大模型的出現帶來新解法。在中國科學院國家天文臺,科研人員利用QwQ-32B構建的太陽物理大模型“金烏”,對太陽耀斑活動進行精準預測。
國家天文臺人工智能小組核心成員李瑀旸對科技日報記者介紹,在阿里通義千問系列模型的基礎上,團隊通過監督學習、強化學習,訓練模型理解、回答太陽物理問題,以及認識、分析太陽圖像的能力。其中,太陽耀斑爆發預報任務以SDO(太陽動力學天文臺)衛星公開數據、懷柔基地35厘米磁場望遠鏡數據、“夸父一號”(ASO-S)全日面矢量磁像儀數據為主要數據源進行訓練和測試,預測準確率達到領域內前沿水平。
“天文大模型‘星語3.0’則接入國家天文臺興隆觀測站望遠鏡陣列Mini‘司天’,可自主控制觀測、分析數據并推薦后續計劃。”李瑀旸介紹,“全新升級的‘星語’大模型正在向智能體方向發展,將吸收更多細分領域知識,融合現有科研模型、算法,進一步提升科研效率。”
他還提到,科研對數據安全要求極高,因此,部分科研場景會把模型部署在本地。QwQ-32B可提供相對更低的部署成本,并能滿足相關研究對模型能力的要求。
探尋青藏高原“水密碼”
青藏高原是“世界屋脊”“亞洲水塔”,也是全球對氣候變化響應最敏感的區域之一。第二次青藏科考發現,青藏高原固態水正在快速融化、液態水呈增加趨勢。氣候變化導致的不確定性,會造成青藏高原潛在的水資源和能源保供風險。

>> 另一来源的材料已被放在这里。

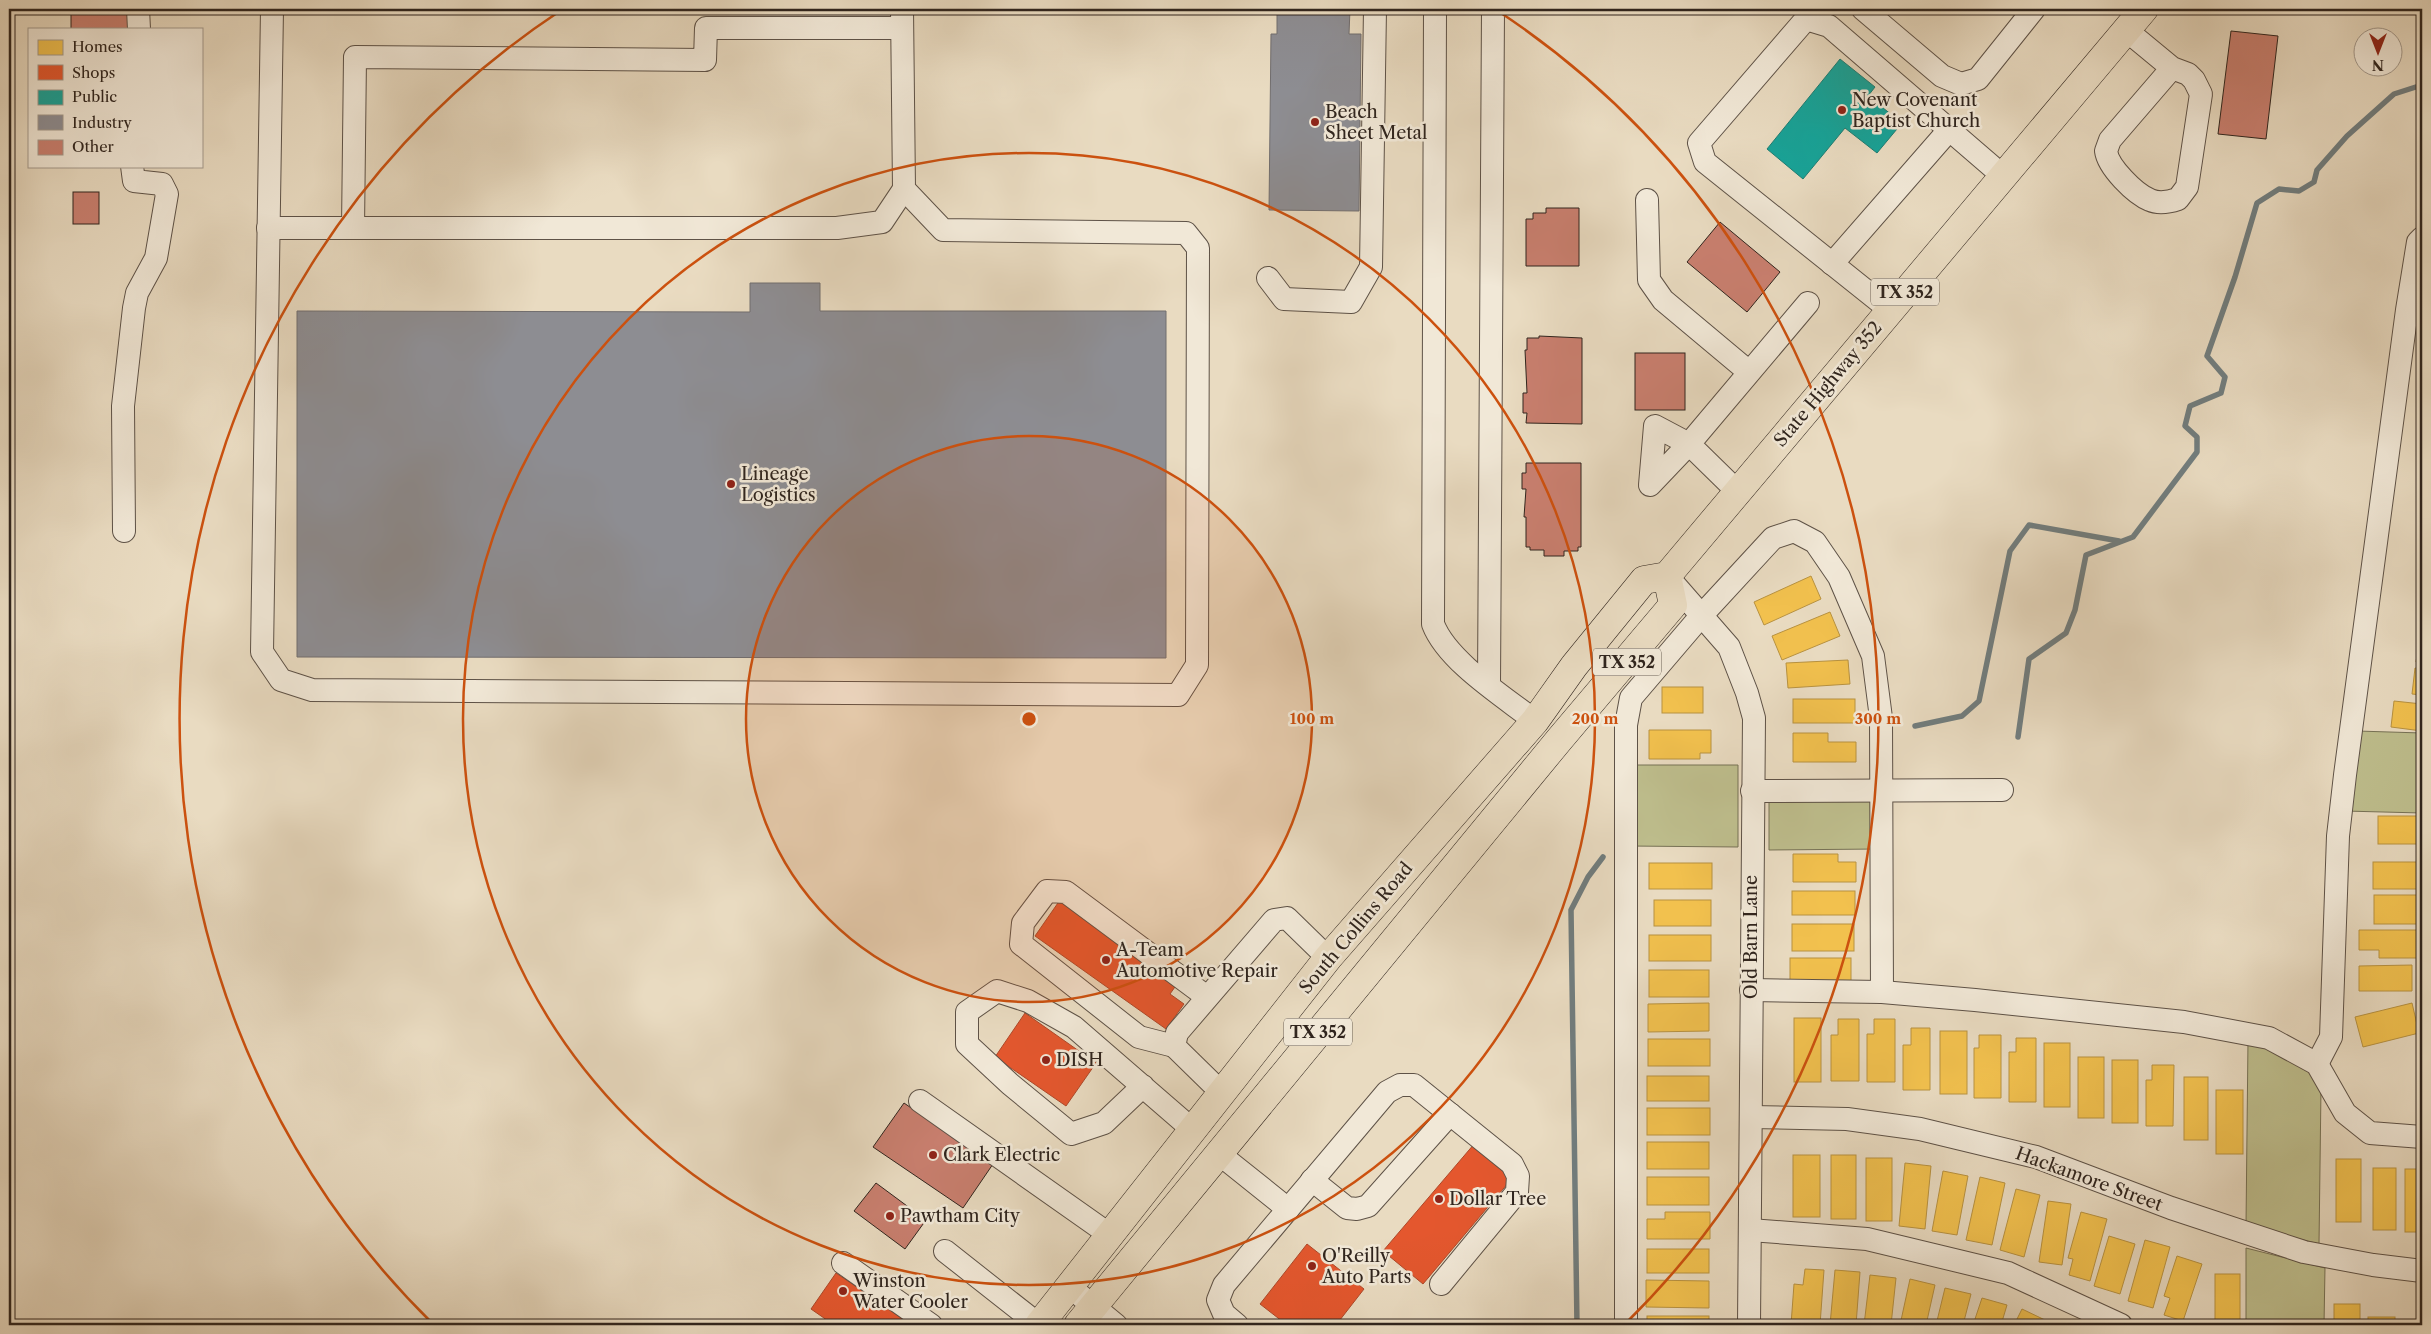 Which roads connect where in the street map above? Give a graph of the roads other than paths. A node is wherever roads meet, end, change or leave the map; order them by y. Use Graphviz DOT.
graph roads {
  1 [pos="138,9"];
  2 [pos="272,9"];
  3 [pos="1375,9"];
  4 [pos="1435,9"];
  5 [pos="1493,9"];
  6 [pos="1863,9"];
  7 [pos="2034,9"];
  8 [pos="2144,9"];
  9 [pos="902,18"];
  10 [pos="139,28"];
  11 [pos="2126,30"];
  12 [pos="2172,68"];
  13 [pos="1949,130"];
  14 [pos="132,168"];
  15 [pos="2003,176"];
  16 [pos="904,189"];
  17 [pos="1647,200"];
  18 [pos="268,228"];
  19 [pos="352,228"];
  20 [pos="2422,238"];
  21 [pos="1832,264"];
  22 [pos="1268,278"];
  23 [pos="1808,303"];
  24 [pos="1890,310"];
  25 [pos="1749,372"];
  26 [pos="1738,492"];
  27 [pos="124,531"];
  28 [pos="1667,576"];
  29 [pos="1701,616"];
  30 [pos="1489,684"];
  31 [pos="1542,711"];
  32 [pos="1559,740"];
  33 [pos="2002,790"];
  34 [pos="1752,791"];
  35 [pos="1881,791"];
  36 [pos="1328,958"];
  37 [pos="1751,990"];
  38 [pos="1882,992"];
  39 [pos="1207,997"];
  40 [pos="1174,1046"];
  41 [pos="2318,1064"];
  42 [pos="1143,1086"];
  43 [pos="1222,1093"];
  44 [pos="920,1101"];
  45 [pos="1450,1114"];
  46 [pos="1751,1117"];
  47 [pos="1193,1130"];
  48 [pos="2422,1137"];
  49 [pos="1218,1153"];
  50 [pos="1312,1180"];
  51 [pos="1288,1210"];
  52 [pos="1750,1230"];
  53 [pos="1110,1235"];
  54 [pos="945,1251"];
  55 [pos="844,1263"];
  56 [pos="2422,1271"];
  57 [pos="1440,1284"];
  58 [pos="1070,1287"];
  59 [pos="1085,1315"];
  60 [pos="931,1325"];
  61 [pos="1039,1325"];
  62 [pos="1116,1325"];
  63 [pos="1237,1325"];
  64 [pos="1626,1325"];
  65 [pos="1749,1325"];
  66 [pos="2121,1325"];
  1 -- 10 [label="street"];
  2 -- 18 [label="street"];
  3 -- 22 [label="street"];
  4 -- 30 [label="street"];
  5 -- 30 [label="street"];
  6 -- 7 [label="street"];
  8 -- 11 [label="main road, State Highway 352 / TX 352"];
  9 -- 16 [label="street"];
  9 -- 19 [label="street"];
  11 -- 12 [label="street"];
  11 -- 15 [label="main road, State Highway 352 / TX 352"];
  12 -- 12 [label="street"];
  13 -- 15 [label="street"];
  13 -- 21 [label="street"];
  13 -- 21 [label="street"];
  14 -- 27 [label="street"];
  15 -- 24 [label="main road, State Highway 352 / TX 352"];
  16 -- 18 [label="street"];
  16 -- 19 [label="street"];
  17 -- 25 [label="street"];
  18 -- 19 [label="street"];
  20 -- 41 [label="street"];
  21 -- 24 [label="street"];
  23 -- 25 [label="street"];
  24 -- 26 [label="main road, State Highway 352 / TX 352"];
  25 -- 26 [label="street"];
  26 -- 28 [label="main road, State Highway 352 / TX 352"];
  28 -- 29 [label="street, Old Barn Lane"];
  28 -- 31 [label="main road, TX 352"];
  28 -- 32 [label="main road, TX 352"];
  29 -- 34 [label="street, Old Barn Lane"];
  29 -- 35 [label="street"];
  29 -- 64 [label="street"];
  30 -- 31 [label="street"];
  31 -- 32 [label="main road"];
  31 -- 36 [label="main road, South Collins Road / TX 352"];
  32 -- 49 [label="main road, South Collins Road / TX 352"];
  33 -- 35 [label="street"];
  34 -- 35 [label="street"];
  34 -- 37 [label="street, Old Barn Lane"];
  35 -- 38 [label="street"];
  36 -- 39 [label="street"];
  36 -- 43 [label="main road, South Collins Road / TX 352"];
  37 -- 38 [label="street"];
  37 -- 46 [label="street, Old Barn Lane"];
  38 -- 41 [label="street"];
  39 -- 40 [label="street"];
  39 -- 40 [label="street"];
  40 -- 43 [label="street"];
  41 -- 48 [label="street"];
  42 -- 42 [label="street"];
  42 -- 47 [label="street"];
  43 -- 47 [label="main road, South Collins Road / TX 352"];
  44 -- 53 [label="street"];
  45 -- 50 [label="street"];
  45 -- 50 [label="street"];
  45 -- 57 [label="street"];
  46 -- 52 [label="street, Old Barn Lane"];
  46 -- 56 [label="street, Hackamore Street"];
  47 -- 53 [label="main road, South Collins Road / TX 352"];
  49 -- 51 [label="street"];
  49 -- 59 [label="main road, South Collins Road / TX 352"];
  50 -- 51 [label="street"];
  51 -- 63 [label="street"];
  52 -- 65 [label="street, Old Barn Lane"];
  52 -- 66 [label="street"];
  53 -- 58 [label="main road, South Collins Road / TX 352"];
  54 -- 61 [label="street"];
  55 -- 60 [label="street"];
  58 -- 59 [label="street"];
  58 -- 61 [label="main road, South Collins Road / TX 352"];
  59 -- 62 [label="street"];
}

面對這一挑戰,中國科學院青藏高原研究所聯合阿里云打造了首個專注于氣候變化適應領域的水—能—糧多模態推理大模型——“洛書”。
水—能—糧耦合是指水資源、能源系統和糧食生產之間復雜的相互依存和影響關系,研究水—能—糧耦合對制定更有韌性的應對策略至關重要。

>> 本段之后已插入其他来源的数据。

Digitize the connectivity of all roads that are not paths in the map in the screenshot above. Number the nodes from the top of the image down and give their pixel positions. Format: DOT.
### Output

中國科學院青藏高原研究所助理研究員夏萃慧介紹,“洛書”以研究所自研的科學模型“思源”為底層,依托青藏高原的時空數據訓練而成。其輸出結果包含兩部分:一部分是直接支撐水電生產預測的徑流量,另一部分是精準描繪水文過程的高維數據。“但人類無法直接理解和使用這些數據。‘思源’接入通義千問后,可實現自然語言的查詢和輸出,實現高維數據可視化呈現,一線人員可據此直接進行決策。”夏萃慧說。
更值得一提的是,“洛書”結合“思源”和QwQ-32B,可直接對數據進行推理分析,得出結論。“比如,在枯水期要觀測什么、未來要做哪些工作來適應氣候變化等問題,都可以通過推理大模型得到解釋,從而輔助決策。”夏萃慧說,在這項研究中,團隊還借助阿里云提供的AI計算資源、數據存儲和深度學習平臺,高效處理海量數據和復雜的計算任務,實現對模型的快速實驗和迭代,大幅提升科研效率。
未來,“洛書”還將接入Qwen-VL以實現高效識別圖像數據,并與智能體、具身智能觀測和空天地一體化動態數據中心相協同,共同為青藏高原生態保護與可持續發展提供科技支撐。